Le cinéma au ras des flots : rencontre avec Didier Nion
« Naufragé volontaire », c’est d’abord le titre d’un ouvrage d’Alain Bombard, le célèbre médecin qui traversa l’Atlantique à bord d’un canot pneumatique, sans eau ni provisions, déterminé à prouver qu’il est possible de survivre en mer – avec les bons gestes. Un pari fou, qui inspira à Didier Nion son film éponyme, dont on vous parlait la semaine dernière. Dans le cadre du Champ-Elysées Film Festival, nous l’avons rencontré. Retour sur une aventure cinématographique et océanique intense.
Propos recueillis par Gauthier Moindrot.
Comment en êtes-vous venu à rencontrer l’oeuvre d’Alain Bombard et qu’est-ce qui vous a donné envie de la porter à l’écran ?
Didier Nion – Quand j’avais trente ans, on m’a proposé de traverser l’Atlantique sur un voilier en tant qu’équipier totalement novice. J’entendais parler depuis assez longtemps du livre de Bombard, qui s’appelle Naufragé volontaire également, et je tournais un peu autour. Là c’était l’occasion de le prendre avec moi. Lire cet ouvrage dans la temporalité d’une traversée océanique, je peux vous dire que ça renforce son propos et la profondeur de l’expérience. Découvrir cette aventure au ras des flots, ça la rend plus poignante, plus prégnante même. Je crois que c’est à ce moment-là que je me suis dis que, si je faisais un jour un film de fiction, ce serait celui-ci.
On ressent dans le film une sensibilité quasi documentaire.

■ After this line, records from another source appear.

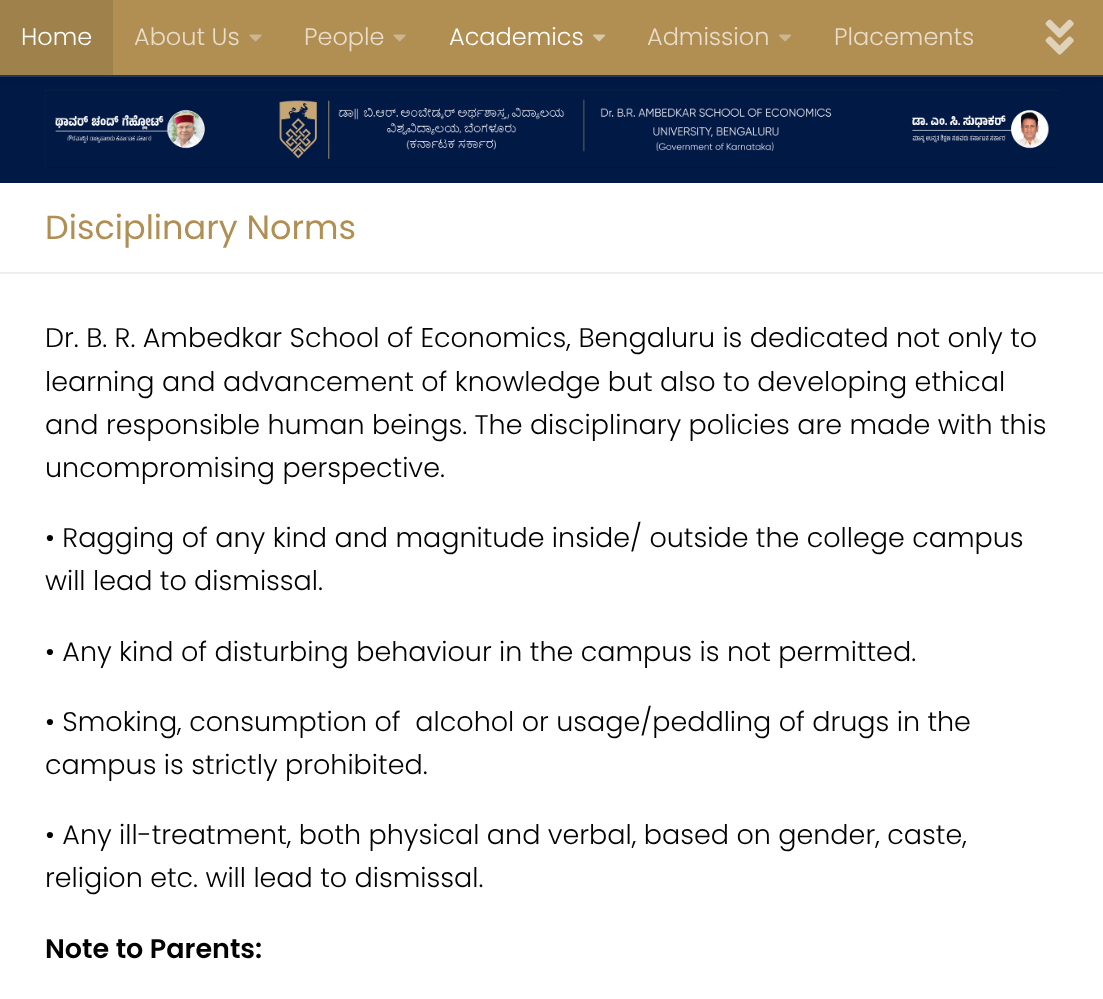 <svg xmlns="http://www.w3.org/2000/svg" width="1103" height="999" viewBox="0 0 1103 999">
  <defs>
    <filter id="blur1" x="-50%" y="-200%" width="200%" height="500%"><feGaussianBlur stdDeviation="4"/></filter>
  </defs>
  <rect width="100%" height="100%" fill="#001945"/>
  <rect x="0" y="75" width="1103" height="2" fill="#263c61"/>
  <rect x="0" y="0" width="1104" height="75" fill="#000000" fill-opacity="0.2" filter="url(#blur1)"/>
  <rect x="113" y="0" width="990" height="75" fill="#b18f53"/>
  <rect x="0" y="0" width="113" height="75" fill="#9f814b"/>
  <text x="21" y="45" font-family="Poppins" font-size="24" font-weight="300" fill="#ffffff">Home</text>
  <text x="134" y="45" font-family="Poppins" font-size="24" font-weight="300" fill="#e8ddcb">About Us</text>
  <image x="249" y="34" width="13" height="8" href="img1.png"/>
  <text x="304" y="45" font-family="Poppins" font-size="24" font-weight="300" fill="#e8ddcb">People</text>
  <image x="393" y="34" width="13" height="8" href="img1.png"/>
  <text x="449" y="45" font-family="Poppins" font-size="24" font-weight="300" fill="#ffffff">Academics</text>
  <image x="593" y="34" width="13" height="8" href="img2.png"/>
  <text x="647" y="45" font-family="Poppins" font-size="24" font-weight="300" fill="#e8ddcb">Admission</text>
  <image x="779" y="34" width="13" height="8" href="img3.png"/>
  <text x="834" y="45" font-family="Poppins" font-size="24" font-weight="300" fill="#e8ddcb">Placements</text>
  <image x="1045" y="19" width="29" height="36" href="img4.png"/>
  <image x="45" y="90" width="1014" height="78" href="img5.png"/>
  <rect x="0" y="183" width="1103" height="816" fill="#ffffff"/>
  <rect x="0" y="272" width="1103" height="2" fill="#eeeeee"/>
  <text x="45" y="239" font-family="Poppins" font-size="33.5" fill="#b18f53">Disciplinary Norms</text>
  <text x="45" y="347" font-family="Poppins" font-size="27" font-weight="300" fill="#010101">Dr. B. R. Ambedkar School of Economics, Bengaluru is dedicated not only to</text>
  <text x="45" y="391" font-family="Poppins" font-size="27" font-weight="300" fill="#010101">learning and advancement of knowledge but also to developing ethical</text>
  <text x="45" y="434" font-family="Poppins" font-size="27" font-weight="300" fill="#010101">and responsible human beings. The disciplinary policies are made with this</text>
  <text x="45" y="477" font-family="Poppins" font-size="27" font-weight="300" fill="#010101">uncompromising perspective.</text>
  <text x="45" y="547" font-family="Poppins" font-size="27" font-weight="300" fill="#010101">• Ragging of any kind and magnitude inside/ outside the college campus</text>
  <text x="45" y="590" font-family="Poppins" font-size="27" font-weight="300" fill="#010101">will lead to dismissal.</text>
  <text x="45" y="661" font-family="Poppins" font-size="27" font-weight="300" fill="#010101">• Any kind of disturbing behaviour in the campus is not permitted.</text>
  <text x="45" y="731" font-family="Poppins" font-size="27" font-weight="300" fill="#010101" xml:space="preserve">• Smoking, consumption of  alcohol or usage/peddling of drugs in the</text>
  <text x="45" y="774" font-family="Poppins" font-size="27" font-weight="300" fill="#010101">campus is strictly prohibited.</text>
  <text x="45" y="844" font-family="Poppins" font-size="27" font-weight="300" fill="#010101">• Any ill-treatment, both physical and verbal, based on gender, caste,</text>
  <text x="45" y="887" font-family="Poppins" font-size="27" font-weight="300" fill="#010101">religion etc. will lead to dismissal.</text>
  <text x="45" y="958" font-family="Poppins" font-size="27" font-weight="600" fill="#010101">Note to Parents:</text>
</svg>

Vous venez plutôt de ce cinéma là ?
Je suis plutôt issu du cinéma dit « du réel ». On qualifie mes films de documentaires. Moi, je les considère plus comme des mises en scène du réel. Je n’ai pas vocation à documenter le monde. Dans l’idée de faire un film sur Bombard, ce qui m’attirait, c’était la réalité de la mer. L’océan est immuable. Travailler la mise en scène du réel dans un lieu qui lui-même est immuable, qui ne change pas, ça me parlait bien. La perspective de faire un huis clos à ciel ouvert m’attirait aussi, bien évidemment. Mais même au-delà de ça, cette aventure est tellement extraordinaire qu’on en ressort bouleversé, grandi. Le périple de Bombard nous a appris plein de choses, notamment sur la mer, mais aussi sur ces hommes qui ont fait bouger le monde, qui ont été capables de le transformer.
Naufragé volontaire, le film, mais aussi sûrement le livre, raconte le combat d’un homme pour prouver ses théories à tous ceux qui n’ont pas cru en lui. Bombard contre la mer et ses ennemis, c’est un peu David contre Goliath.
On ressort de livre avec la même colère que lui, elle imprègne totalement son ouvrage. Les précurseurs trouvent rarement de l’aide, et ça nous met en colère, mais dans une colère nourricière parce qu’elle nous pousse à ne rien lâcher. Ça m’a beaucoup passionné. J’étais aussi intéressé par le fait que ce soit un jeune homme, il n’avait que vingt-huit ans. Que fait-on de notre jeunesse, de nos idées ? Jusqu’où est-on capable d’aller pour les mettre en pratique ? À travers ses questionnements, Bombard a porté des réflexions philosophiques qui se rapprochent assez de ce que je suis.
En cherchant votre profil sur UniFrance j’ai vu que vous aviez surtout travaillé durant les années 1990, début 2000. C’est cette rencontre avec Naufragé volontaire qui vous a donné envie de vous remettre en selle ?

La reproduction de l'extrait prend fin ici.